Limitations & Future Work

  • A small number of real noise samples is still required (for prompt feature extraction); the approach is not fully zero-shot.
  • The PAE contains approximately 44M parameters, and two-stage training (400k + 250k iterations) remains time-consuming.
  • All experiments use DnCNN as the downstream denoiser; performance with stronger denoisers (e.g., Restormer, NAFNet) is not validated.
  • Computing Pearson correlation coefficients for Local Prompts requires real noise patches, which may be limiting in fully unpaired settings.
  • RAW-domain noise generation is not explored; RAW noise is more regular and metadata is more clearly defined, representing a potentially valuable direction.
  • vs.
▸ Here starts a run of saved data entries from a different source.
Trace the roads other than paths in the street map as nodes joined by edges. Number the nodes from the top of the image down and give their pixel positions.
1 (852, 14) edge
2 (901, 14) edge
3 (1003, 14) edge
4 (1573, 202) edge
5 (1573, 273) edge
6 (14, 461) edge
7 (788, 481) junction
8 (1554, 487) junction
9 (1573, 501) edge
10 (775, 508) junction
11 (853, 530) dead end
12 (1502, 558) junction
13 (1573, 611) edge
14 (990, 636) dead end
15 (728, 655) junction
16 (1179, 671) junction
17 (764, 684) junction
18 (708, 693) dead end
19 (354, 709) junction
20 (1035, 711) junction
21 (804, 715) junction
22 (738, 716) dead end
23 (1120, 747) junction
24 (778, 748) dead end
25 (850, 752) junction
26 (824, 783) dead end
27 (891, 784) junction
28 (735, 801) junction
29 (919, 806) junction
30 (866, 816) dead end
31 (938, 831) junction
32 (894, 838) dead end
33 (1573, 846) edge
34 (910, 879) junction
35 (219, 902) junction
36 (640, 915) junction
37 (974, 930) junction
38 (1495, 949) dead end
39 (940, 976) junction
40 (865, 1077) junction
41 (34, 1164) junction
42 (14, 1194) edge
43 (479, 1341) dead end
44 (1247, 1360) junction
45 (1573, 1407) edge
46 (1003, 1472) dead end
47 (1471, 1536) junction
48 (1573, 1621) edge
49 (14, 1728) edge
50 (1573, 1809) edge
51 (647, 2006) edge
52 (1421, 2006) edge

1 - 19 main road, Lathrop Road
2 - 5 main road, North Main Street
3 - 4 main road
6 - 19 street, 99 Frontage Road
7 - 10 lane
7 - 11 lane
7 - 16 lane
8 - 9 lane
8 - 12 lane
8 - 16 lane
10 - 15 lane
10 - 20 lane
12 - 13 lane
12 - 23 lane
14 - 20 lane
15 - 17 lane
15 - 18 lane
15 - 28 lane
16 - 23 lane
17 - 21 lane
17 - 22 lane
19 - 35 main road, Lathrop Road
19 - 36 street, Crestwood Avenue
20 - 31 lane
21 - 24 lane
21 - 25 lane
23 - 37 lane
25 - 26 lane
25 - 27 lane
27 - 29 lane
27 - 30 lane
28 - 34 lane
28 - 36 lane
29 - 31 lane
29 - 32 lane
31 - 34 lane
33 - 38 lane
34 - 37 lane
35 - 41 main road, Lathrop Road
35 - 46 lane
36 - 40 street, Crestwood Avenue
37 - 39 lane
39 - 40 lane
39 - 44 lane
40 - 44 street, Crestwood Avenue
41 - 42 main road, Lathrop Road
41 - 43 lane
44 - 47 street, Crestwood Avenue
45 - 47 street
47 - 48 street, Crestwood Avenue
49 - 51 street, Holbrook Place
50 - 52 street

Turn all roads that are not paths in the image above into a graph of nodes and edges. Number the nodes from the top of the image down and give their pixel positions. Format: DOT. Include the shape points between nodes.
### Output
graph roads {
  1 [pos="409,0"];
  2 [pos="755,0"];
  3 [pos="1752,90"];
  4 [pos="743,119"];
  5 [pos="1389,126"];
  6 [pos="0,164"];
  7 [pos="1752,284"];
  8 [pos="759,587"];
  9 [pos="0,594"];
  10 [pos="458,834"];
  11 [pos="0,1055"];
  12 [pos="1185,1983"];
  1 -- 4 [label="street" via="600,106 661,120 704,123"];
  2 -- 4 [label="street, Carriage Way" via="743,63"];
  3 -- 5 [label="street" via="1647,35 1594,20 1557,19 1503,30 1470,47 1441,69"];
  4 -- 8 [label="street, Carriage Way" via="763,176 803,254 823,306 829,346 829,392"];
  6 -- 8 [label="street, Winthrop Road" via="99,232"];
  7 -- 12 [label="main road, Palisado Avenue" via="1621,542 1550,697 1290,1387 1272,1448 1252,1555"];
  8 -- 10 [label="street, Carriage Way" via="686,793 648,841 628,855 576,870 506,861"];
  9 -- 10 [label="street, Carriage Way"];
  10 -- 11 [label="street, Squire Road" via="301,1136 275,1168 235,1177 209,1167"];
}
NAFlow: NAFlow uses normalizing flows and does not require metadata at inference, but still requires it during training. PNG eliminates metadata dependence at both stages, achieving an average KLD improvement of 0.0111, a denoising PSNR gain of 0.33 dB, and 4.4× faster inference.
  • vs. NeCA-W: NeCA-W trains a separate model for each camera model (5 × 40.5M parameters), whereas PNG handles all devices with a single unified model (44M parameters total) and is substantially superior in cross-domain settings.
  • vs. C2N/Flow-sRGB: These earlier methods generate noise of far lower quality than PNG, with a large gap in downstream denoising performance (33–34 dB vs. 37.55 dB).
  • This paper demonstrates the strong potential of prompt learning in low-level vision tasks. The paradigm of using prompts as implicit condition encoders is worth exploring in other degradation modeling tasks (e.g., blur, compression artifacts).

Rating

  • Novelty: ⭐⭐⭐⭐ — The prompt-as-metadata framework is creative; the design of GPB/LPB for automatically extracting features from noise statistics is elegant.
  • Experimental Thoroughness: ⭐⭐⭐⭐⭐ — Evaluated on SIDD/PolyU/Nam/SIDD+/MAI2021; dual evaluation of noise quality and denoising performance; paired and unpaired settings; comprehensive ablations.
  • Writing Quality: ⭐⭐⭐⭐ — Method descriptions are clear, figures are intuitive, experimental analysis is thorough. Supplementary material is very complete.
  • Value: ⭐⭐⭐⭐ — Eliminating metadata dependence addresses a genuine practical need; strong cross-domain generalization makes the approach highly valuable for data augmentation scenarios.